MAVSのリン酸化が抗ウイルス免疫を調節するストレスセンサーとして機能する MAVS phosphorylation acts as a cellular stress sensor that modulates antiviral immunity

Dongyi Zhao ∙ Nao Morimoto^, ∙ Riho Saito ∙ … ∙ Hidetaka Kosako ∙ Yukiko Gotoh ∙ Tomohiko Okazaki
iScience  Published:July 31, 2025
DOI:https://doi.org/10.1016/j.isci.2025.113256

Highlights

• MAVS is phosphorylated by stress-responsive ASK1–p38 MAPK signaling
• MAVS phosphorylation enhances type I IFN induction via recruitment of key downstream adaptors
• Phosphorylation selectively amplifies IFN expression but not apoptosis upon viral infection
• Cellular stress enhances MAVS signaling via phosphorylation to fine-tune antiviral immunity

Summary

Upon viral infection, cytosolic RIG-I-like receptors recognize viral RNA and activate innate immune responses through the mitochondrial antiviral-signaling protein (MAVS), leading to type I interferon (IFN) production and apoptosis.
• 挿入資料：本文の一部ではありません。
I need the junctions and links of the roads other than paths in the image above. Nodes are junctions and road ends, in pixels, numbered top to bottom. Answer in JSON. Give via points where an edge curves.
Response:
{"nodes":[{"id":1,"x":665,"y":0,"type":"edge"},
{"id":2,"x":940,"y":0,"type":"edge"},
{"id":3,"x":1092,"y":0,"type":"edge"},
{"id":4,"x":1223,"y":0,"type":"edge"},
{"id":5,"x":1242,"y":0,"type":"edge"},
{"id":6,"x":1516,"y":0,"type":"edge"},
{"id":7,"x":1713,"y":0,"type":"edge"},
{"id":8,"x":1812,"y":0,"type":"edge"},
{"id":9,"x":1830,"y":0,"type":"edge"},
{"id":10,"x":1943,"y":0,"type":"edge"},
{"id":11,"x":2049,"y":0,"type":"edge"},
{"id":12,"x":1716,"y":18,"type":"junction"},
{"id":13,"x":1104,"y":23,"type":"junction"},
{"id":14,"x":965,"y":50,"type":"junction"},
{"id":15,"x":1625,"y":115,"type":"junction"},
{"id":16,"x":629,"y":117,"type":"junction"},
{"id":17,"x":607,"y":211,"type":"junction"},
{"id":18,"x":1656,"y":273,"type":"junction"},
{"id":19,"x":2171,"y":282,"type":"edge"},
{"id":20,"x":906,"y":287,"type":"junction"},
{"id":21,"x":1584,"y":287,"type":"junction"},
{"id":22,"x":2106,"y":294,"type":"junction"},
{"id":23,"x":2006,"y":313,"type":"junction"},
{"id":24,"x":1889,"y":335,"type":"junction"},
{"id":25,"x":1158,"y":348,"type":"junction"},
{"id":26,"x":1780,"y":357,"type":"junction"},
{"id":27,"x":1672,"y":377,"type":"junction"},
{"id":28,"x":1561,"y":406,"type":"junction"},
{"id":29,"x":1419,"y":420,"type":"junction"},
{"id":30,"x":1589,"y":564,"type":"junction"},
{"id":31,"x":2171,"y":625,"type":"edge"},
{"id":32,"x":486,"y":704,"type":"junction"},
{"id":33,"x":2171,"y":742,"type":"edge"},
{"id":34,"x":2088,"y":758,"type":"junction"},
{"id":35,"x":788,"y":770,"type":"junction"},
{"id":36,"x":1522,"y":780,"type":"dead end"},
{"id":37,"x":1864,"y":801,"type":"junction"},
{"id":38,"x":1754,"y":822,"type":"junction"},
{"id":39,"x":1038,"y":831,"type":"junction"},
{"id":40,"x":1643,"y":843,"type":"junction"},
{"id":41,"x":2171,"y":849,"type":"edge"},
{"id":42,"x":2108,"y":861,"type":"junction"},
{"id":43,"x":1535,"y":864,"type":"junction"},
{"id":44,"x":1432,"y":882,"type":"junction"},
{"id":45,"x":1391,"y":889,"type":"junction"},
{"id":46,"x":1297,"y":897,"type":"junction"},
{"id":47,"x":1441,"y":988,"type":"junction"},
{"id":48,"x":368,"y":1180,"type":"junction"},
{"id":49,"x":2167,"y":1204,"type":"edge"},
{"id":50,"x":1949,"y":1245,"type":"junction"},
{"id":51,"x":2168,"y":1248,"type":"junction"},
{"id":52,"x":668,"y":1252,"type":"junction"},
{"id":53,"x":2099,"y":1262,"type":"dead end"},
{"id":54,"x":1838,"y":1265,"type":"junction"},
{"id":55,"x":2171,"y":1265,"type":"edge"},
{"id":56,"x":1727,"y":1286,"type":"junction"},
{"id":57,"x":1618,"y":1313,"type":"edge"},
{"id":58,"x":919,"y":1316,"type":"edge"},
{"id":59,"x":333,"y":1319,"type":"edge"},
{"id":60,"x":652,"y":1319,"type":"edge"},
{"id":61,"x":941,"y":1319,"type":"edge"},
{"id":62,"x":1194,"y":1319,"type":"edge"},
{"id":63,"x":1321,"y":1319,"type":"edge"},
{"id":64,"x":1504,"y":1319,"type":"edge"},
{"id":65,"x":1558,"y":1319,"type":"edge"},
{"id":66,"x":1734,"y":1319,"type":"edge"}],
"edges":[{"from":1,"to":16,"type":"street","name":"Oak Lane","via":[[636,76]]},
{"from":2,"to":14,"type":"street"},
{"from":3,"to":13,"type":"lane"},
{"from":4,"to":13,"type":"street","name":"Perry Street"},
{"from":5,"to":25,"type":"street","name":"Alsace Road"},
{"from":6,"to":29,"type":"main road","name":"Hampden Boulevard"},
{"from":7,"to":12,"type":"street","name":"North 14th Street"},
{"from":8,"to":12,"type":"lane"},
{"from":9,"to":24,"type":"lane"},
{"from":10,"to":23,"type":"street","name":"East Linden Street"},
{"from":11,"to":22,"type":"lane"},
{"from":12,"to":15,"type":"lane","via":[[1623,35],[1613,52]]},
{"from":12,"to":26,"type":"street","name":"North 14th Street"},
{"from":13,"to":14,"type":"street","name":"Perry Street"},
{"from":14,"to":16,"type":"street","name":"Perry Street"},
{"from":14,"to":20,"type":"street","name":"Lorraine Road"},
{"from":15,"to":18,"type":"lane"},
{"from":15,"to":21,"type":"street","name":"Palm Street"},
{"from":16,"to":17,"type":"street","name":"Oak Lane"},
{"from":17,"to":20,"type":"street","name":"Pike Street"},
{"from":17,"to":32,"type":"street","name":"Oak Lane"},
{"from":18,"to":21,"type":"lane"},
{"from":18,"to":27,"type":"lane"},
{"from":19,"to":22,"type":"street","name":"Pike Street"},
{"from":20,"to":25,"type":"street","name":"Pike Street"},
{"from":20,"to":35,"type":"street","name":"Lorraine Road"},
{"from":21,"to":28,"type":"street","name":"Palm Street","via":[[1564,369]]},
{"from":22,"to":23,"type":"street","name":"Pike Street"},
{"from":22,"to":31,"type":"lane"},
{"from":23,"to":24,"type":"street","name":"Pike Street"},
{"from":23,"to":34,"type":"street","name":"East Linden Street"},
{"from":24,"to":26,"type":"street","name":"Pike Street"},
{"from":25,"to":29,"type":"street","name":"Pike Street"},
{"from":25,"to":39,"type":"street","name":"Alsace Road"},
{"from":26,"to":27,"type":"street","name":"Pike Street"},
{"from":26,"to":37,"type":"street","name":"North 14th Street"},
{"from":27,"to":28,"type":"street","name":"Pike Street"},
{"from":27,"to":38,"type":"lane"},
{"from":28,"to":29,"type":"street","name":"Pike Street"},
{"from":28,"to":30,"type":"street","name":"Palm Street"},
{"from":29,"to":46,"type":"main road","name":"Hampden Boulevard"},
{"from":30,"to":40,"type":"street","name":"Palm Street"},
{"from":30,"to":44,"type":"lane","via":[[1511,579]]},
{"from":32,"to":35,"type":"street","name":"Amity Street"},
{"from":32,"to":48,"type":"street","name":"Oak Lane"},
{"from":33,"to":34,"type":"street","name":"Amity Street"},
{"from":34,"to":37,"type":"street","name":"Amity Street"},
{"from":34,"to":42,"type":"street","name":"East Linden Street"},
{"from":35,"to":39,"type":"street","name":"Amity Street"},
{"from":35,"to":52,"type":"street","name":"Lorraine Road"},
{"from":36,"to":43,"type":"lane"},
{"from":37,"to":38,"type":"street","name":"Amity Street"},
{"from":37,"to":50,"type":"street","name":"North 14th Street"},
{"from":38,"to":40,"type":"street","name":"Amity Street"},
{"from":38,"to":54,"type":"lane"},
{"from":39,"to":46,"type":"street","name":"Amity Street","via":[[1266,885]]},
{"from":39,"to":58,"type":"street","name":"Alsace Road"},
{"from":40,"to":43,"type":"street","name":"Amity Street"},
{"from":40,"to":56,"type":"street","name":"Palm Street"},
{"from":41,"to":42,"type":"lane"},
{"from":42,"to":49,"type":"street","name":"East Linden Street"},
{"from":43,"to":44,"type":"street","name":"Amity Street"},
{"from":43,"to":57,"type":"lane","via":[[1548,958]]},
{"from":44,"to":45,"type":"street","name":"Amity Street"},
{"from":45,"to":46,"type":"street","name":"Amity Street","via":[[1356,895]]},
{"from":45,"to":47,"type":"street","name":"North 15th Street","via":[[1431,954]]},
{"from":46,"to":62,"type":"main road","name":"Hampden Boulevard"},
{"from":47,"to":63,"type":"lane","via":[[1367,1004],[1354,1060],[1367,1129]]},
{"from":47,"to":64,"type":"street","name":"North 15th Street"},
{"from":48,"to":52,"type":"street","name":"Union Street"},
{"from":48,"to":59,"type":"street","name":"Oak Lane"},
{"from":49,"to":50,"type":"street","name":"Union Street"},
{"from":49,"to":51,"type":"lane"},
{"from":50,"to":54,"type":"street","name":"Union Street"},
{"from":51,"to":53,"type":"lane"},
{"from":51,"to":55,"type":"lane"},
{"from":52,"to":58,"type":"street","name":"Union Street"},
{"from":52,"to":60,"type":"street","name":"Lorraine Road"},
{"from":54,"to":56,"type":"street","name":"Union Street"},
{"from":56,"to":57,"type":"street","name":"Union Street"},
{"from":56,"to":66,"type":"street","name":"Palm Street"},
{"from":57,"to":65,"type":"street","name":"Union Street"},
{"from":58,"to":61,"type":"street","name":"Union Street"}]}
Cellular stress influences immune activation, but its impact on MAVS signaling remains largely unclear. Here, we show that MAVS undergoes phosphorylation via p38 MAPK signaling, activated by the stress-activated MAPKKK ASK1. This modification enhances MAVS interaction with TRAF, a key downstream adaptor, thereby promoting type I IFN induction. Oxidative and endoplasmic reticulum stress significantly amplified type I IFN expression upon viral infection, but this effect was attenuated in cells expressing MAVS mutants lacking phosphorylation sites. These findings suggest MAVS phosphorylation as a key mechanism integrating cellular stress signals into antiviral immunity. By linking the MAPK pathway to MAVS-dependent IFN expression, we propose MAVS phosphorylation as a cellular stress sensor that modulates antiviral immunity in a context-dependent manner.